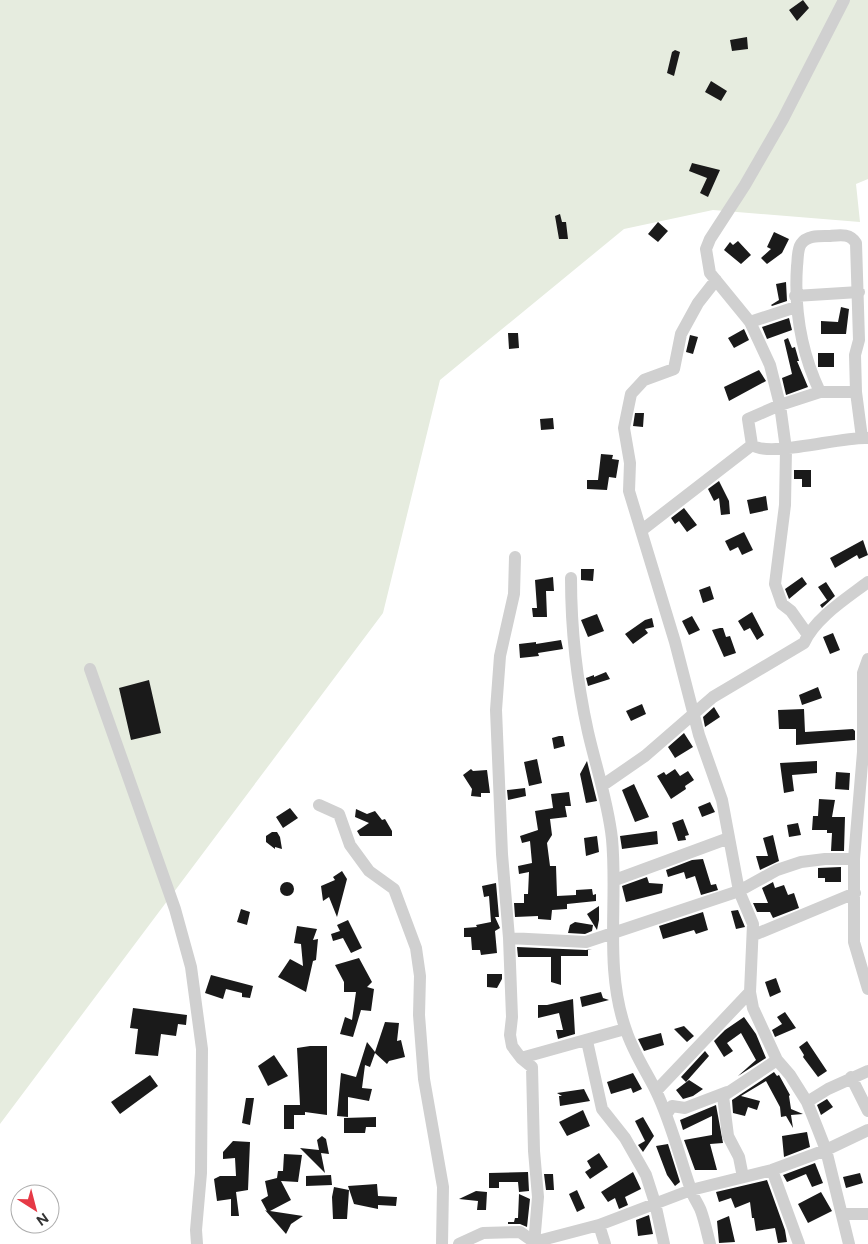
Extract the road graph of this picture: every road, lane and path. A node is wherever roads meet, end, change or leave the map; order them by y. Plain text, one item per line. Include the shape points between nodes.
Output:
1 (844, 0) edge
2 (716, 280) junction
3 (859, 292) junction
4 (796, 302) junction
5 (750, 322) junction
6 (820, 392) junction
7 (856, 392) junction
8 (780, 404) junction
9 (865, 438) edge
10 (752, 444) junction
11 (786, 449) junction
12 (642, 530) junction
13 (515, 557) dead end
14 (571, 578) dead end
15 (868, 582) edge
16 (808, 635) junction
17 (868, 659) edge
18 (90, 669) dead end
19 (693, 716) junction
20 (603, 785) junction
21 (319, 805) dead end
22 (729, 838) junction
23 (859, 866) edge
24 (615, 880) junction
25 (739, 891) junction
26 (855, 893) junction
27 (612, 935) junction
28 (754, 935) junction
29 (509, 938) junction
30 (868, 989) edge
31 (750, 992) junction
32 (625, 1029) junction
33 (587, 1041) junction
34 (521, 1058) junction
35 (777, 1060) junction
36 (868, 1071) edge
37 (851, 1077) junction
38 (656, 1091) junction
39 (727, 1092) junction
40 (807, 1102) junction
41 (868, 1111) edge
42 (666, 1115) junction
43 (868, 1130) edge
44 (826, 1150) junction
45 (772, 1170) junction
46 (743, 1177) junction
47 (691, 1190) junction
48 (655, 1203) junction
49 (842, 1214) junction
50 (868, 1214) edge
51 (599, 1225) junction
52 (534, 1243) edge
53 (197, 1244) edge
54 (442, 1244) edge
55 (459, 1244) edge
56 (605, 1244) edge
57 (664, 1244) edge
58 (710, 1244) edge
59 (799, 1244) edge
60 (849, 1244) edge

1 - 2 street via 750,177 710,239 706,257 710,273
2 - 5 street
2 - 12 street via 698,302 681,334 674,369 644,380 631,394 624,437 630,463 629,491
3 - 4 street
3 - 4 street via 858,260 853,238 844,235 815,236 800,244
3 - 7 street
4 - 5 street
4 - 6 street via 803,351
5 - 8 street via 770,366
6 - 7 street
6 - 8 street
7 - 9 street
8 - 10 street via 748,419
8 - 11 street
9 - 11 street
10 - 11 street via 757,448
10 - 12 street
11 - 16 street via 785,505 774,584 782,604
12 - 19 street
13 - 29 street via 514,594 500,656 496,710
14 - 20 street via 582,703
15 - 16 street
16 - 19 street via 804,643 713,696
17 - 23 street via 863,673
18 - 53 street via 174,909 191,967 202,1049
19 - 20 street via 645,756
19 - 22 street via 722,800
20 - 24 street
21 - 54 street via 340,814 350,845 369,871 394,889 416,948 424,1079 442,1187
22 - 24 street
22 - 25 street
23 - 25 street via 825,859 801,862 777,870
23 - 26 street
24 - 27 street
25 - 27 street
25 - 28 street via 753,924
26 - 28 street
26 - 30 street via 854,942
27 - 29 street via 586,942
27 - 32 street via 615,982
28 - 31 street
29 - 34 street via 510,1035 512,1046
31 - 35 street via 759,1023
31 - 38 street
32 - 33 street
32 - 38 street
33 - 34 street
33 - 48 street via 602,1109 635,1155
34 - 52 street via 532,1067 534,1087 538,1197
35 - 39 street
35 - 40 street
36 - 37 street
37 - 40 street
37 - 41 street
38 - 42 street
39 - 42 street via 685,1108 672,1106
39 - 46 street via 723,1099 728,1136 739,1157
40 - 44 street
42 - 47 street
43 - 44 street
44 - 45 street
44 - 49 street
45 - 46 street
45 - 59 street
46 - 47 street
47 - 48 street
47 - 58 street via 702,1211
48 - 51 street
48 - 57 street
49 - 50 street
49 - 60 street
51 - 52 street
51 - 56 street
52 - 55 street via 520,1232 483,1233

====

Your assignment -
Please set the records down again exactly as written. The pictures should not be included.

Reply to the task -
Extract the road graph of this picture: every road, lane and path. A node is wherever roads meet, end, change or leave the map; order them by y. Plain text, one item per line. Include the shape points between nodes.
Output:
1 (844, 0) edge
2 (716, 280) junction
3 (859, 292) junction
4 (796, 302) junction
5 (750, 322) junction
6 (820, 392) junction
7 (856, 392) junction
8 (780, 404) junction
9 (865, 438) edge
10 (752, 444) junction
11 (786, 449) junction
12 (642, 530) junction
13 (515, 557) dead end
14 (571, 578) dead end
15 (868, 582) edge
16 (808, 635) junction
17 (868, 659) edge
18 (90, 669) dead end
19 (693, 716) junction
20 (603, 785) junction
21 (319, 805) dead end
22 (729, 838) junction
23 (859, 866) edge
24 (615, 880) junction
25 (739, 891) junction
26 (855, 893) junction
27 (612, 935) junction
28 (754, 935) junction
29 (509, 938) junction
30 (868, 989) edge
31 (750, 992) junction
32 (625, 1029) junction
33 (587, 1041) junction
34 (521, 1058) junction
35 (777, 1060) junction
36 (868, 1071) edge
37 (851, 1077) junction
38 (656, 1091) junction
39 (727, 1092) junction
40 (807, 1102) junction
41 (868, 1111) edge
42 (666, 1115) junction
43 (868, 1130) edge
44 (826, 1150) junction
45 (772, 1170) junction
46 (743, 1177) junction
47 (691, 1190) junction
48 (655, 1203) junction
49 (842, 1214) junction
50 (868, 1214) edge
51 (599, 1225) junction
52 (534, 1243) edge
53 (197, 1244) edge
54 (442, 1244) edge
55 (459, 1244) edge
56 (605, 1244) edge
57 (664, 1244) edge
58 (710, 1244) edge
59 (799, 1244) edge
60 (849, 1244) edge

1 - 2 street via 750,177 710,239 706,257 710,273
2 - 5 street
2 - 12 street via 698,302 681,334 674,369 644,380 631,394 624,437 630,463 629,491
3 - 4 street
3 - 4 street via 858,260 853,238 844,235 815,236 800,244
3 - 7 street
4 - 5 street
4 - 6 street via 803,351
5 - 8 street via 770,366
6 - 7 street
6 - 8 street
7 - 9 street
8 - 10 street via 748,419
8 - 11 street
9 - 11 street
10 - 11 street via 757,448
10 - 12 street
11 - 16 street via 785,505 774,584 782,604
12 - 19 street
13 - 29 street via 514,594 500,656 496,710
14 - 20 street via 582,703
15 - 16 street
16 - 19 street via 804,643 713,696
17 - 23 street via 863,673
18 - 53 street via 174,909 191,967 202,1049
19 - 20 street via 645,756
19 - 22 street via 722,800
20 - 24 street
21 - 54 street via 340,814 350,845 369,871 394,889 416,948 424,1079 442,1187
22 - 24 street
22 - 25 street
23 - 25 street via 825,859 801,862 777,870
23 - 26 street
24 - 27 street
25 - 27 street
25 - 28 street via 753,924
26 - 28 street
26 - 30 street via 854,942
27 - 29 street via 586,942
27 - 32 street via 615,982
28 - 31 street
29 - 34 street via 510,1035 512,1046
31 - 35 street via 759,1023
31 - 38 street
32 - 33 street
32 - 38 street
33 - 34 street
33 - 48 street via 602,1109 635,1155
34 - 52 street via 532,1067 534,1087 538,1197
35 - 39 street
35 - 40 street
36 - 37 street
37 - 40 street
37 - 41 street
38 - 42 street
39 - 42 street via 685,1108 672,1106
39 - 46 street via 723,1099 728,1136 739,1157
40 - 44 street
42 - 47 street
43 - 44 street
44 - 45 street
44 - 49 street
45 - 46 street
45 - 59 street
46 - 47 street
47 - 48 street
47 - 58 street via 702,1211
48 - 51 street
48 - 57 street
49 - 50 street
49 - 60 street
51 - 52 street
51 - 56 street
52 - 55 street via 520,1232 483,1233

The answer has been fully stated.